* WHAT NEEDS TO BE DONE:
Using the data below, tally the lines that include the string "paths". Only the number is wanted.

* RECORDS FOR THIS TASK:
<<<<
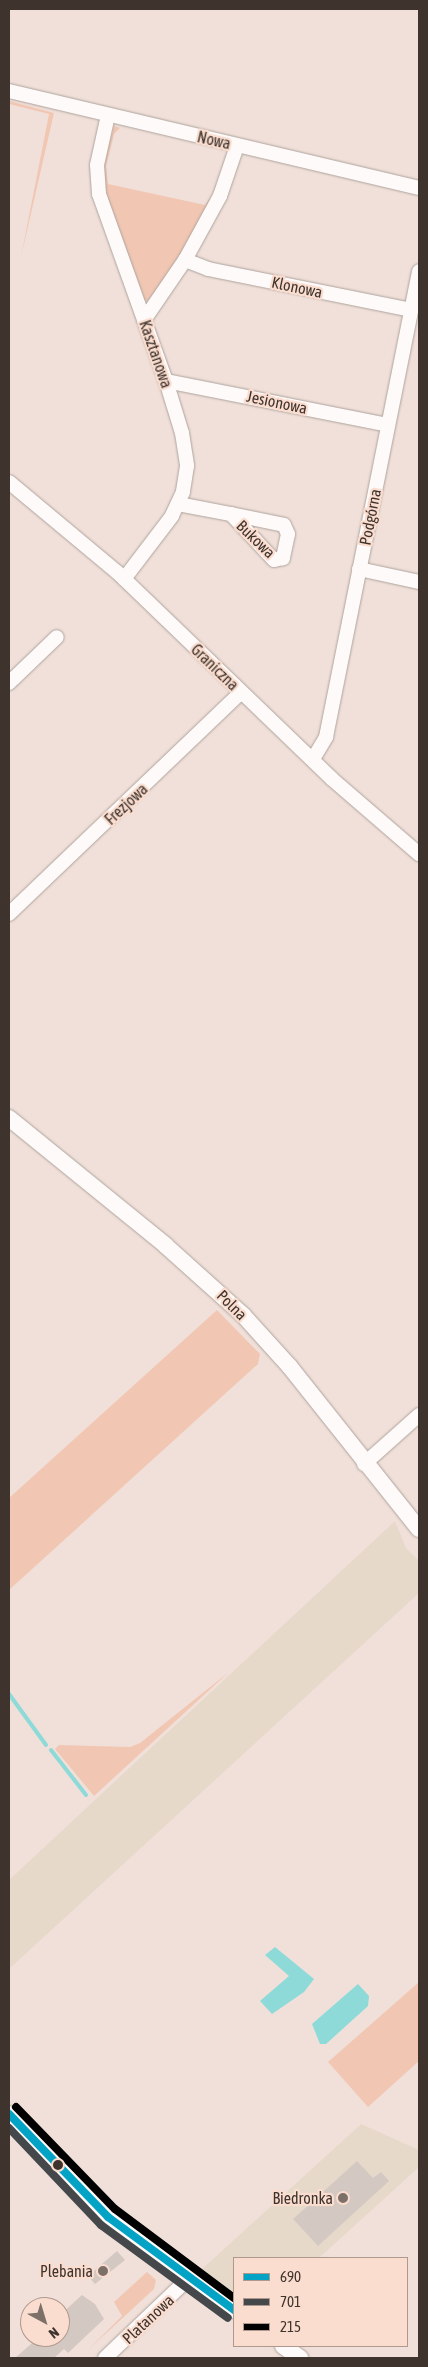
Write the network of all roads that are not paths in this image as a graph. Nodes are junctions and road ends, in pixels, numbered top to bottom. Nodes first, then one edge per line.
>>>>
<<<<
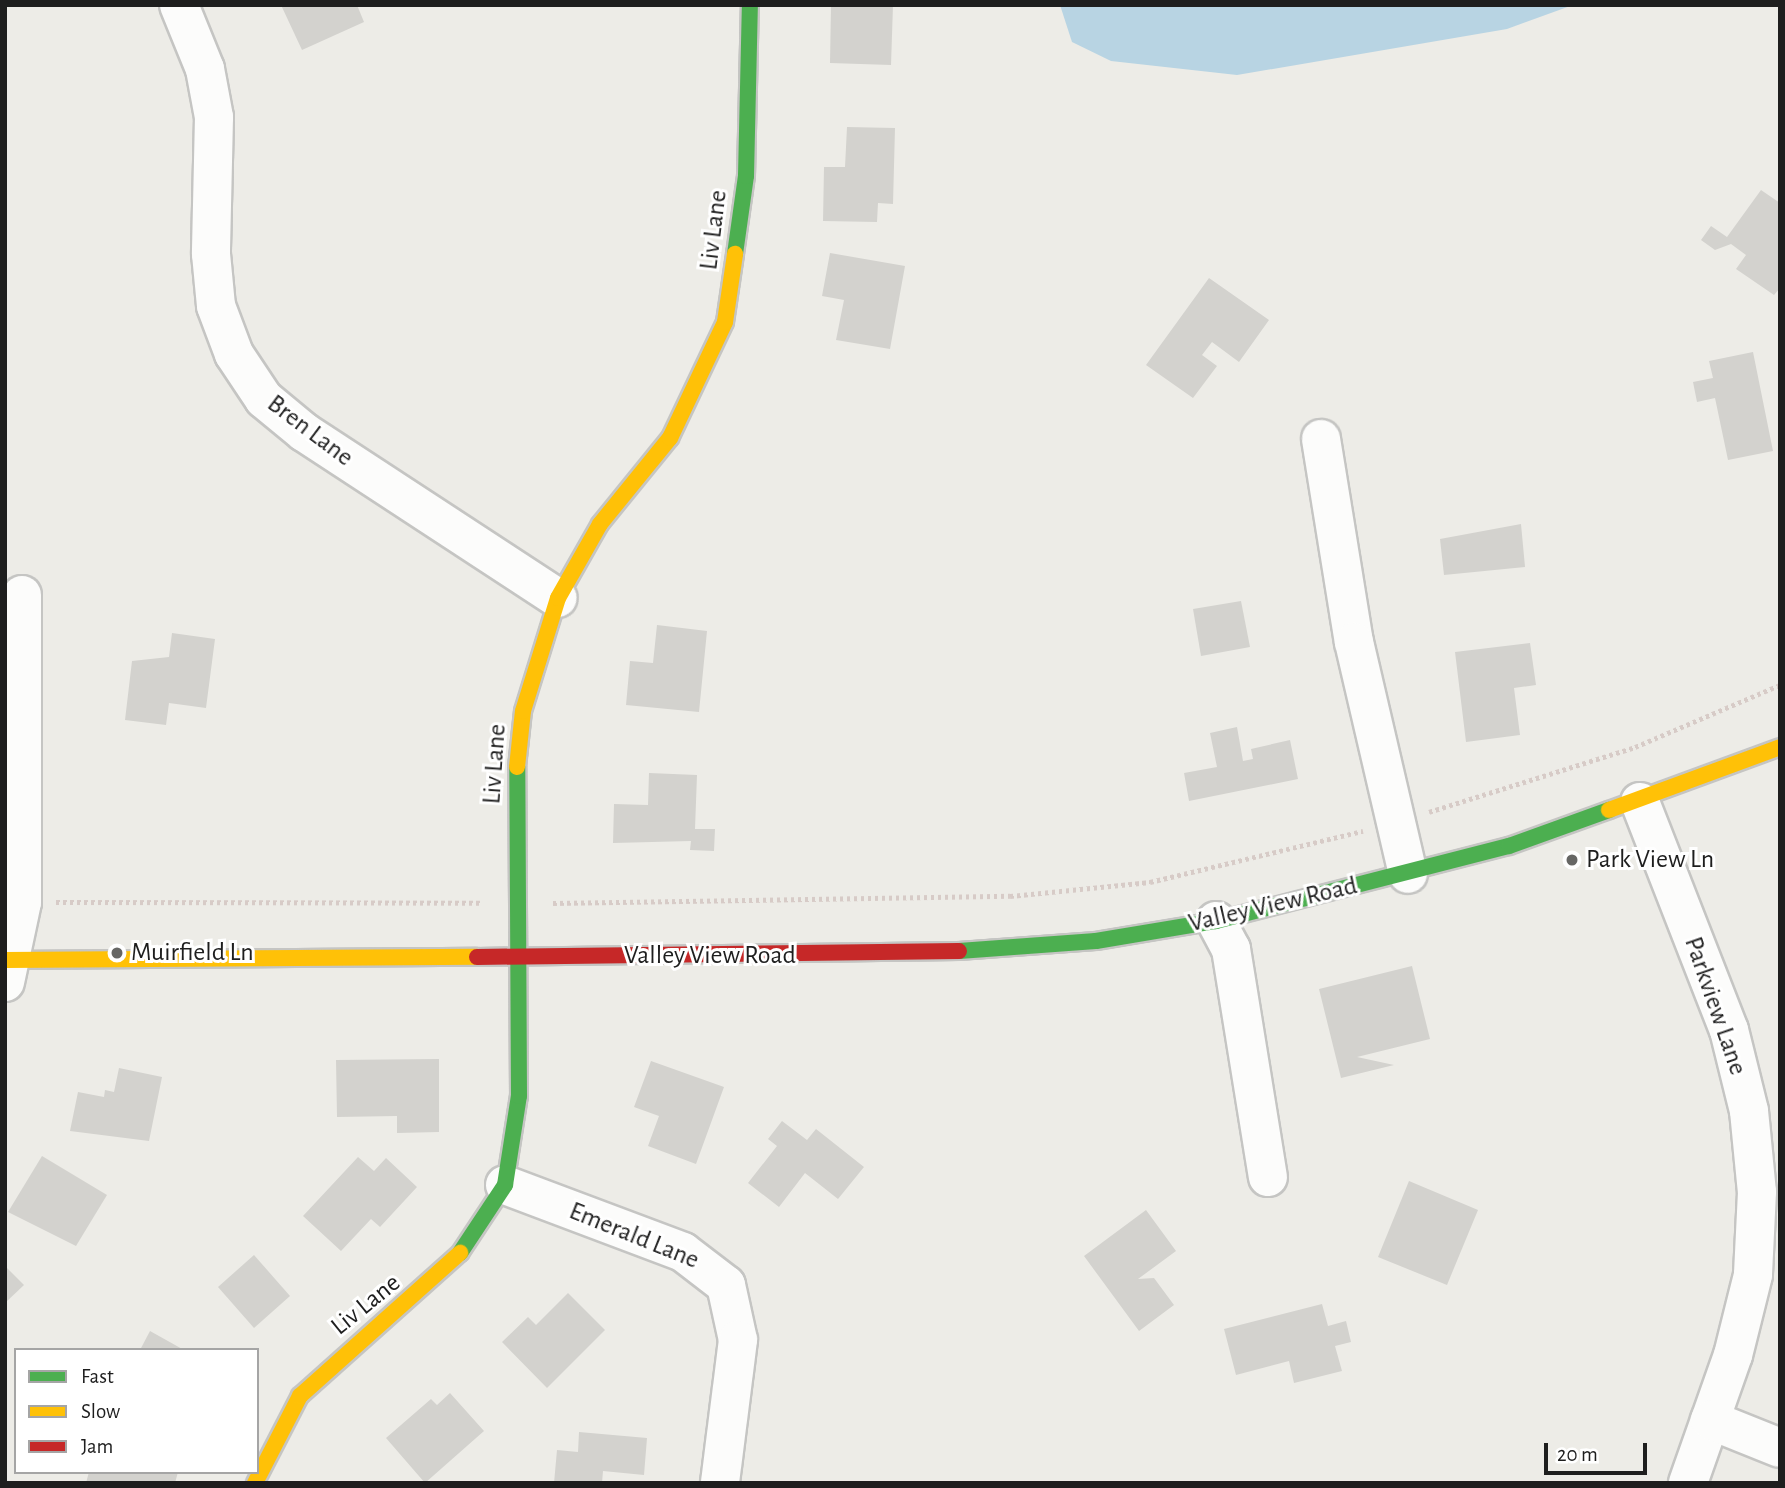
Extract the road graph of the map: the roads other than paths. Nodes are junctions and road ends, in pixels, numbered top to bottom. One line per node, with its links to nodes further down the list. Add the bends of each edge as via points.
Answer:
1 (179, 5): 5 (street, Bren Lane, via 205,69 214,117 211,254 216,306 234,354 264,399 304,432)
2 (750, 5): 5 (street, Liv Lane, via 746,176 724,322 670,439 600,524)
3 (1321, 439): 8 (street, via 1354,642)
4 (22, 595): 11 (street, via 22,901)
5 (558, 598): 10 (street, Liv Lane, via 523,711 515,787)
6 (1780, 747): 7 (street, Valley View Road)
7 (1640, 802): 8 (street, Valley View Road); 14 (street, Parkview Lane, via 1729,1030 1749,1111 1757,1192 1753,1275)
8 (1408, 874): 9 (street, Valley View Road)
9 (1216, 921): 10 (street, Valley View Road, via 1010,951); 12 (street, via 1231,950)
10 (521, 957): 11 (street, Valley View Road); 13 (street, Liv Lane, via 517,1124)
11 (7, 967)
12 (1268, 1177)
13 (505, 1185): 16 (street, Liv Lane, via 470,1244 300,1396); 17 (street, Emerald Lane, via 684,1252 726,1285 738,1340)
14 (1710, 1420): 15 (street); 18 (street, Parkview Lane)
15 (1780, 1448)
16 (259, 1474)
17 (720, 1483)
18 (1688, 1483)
>>>>
* RESPONSE BELOW:
2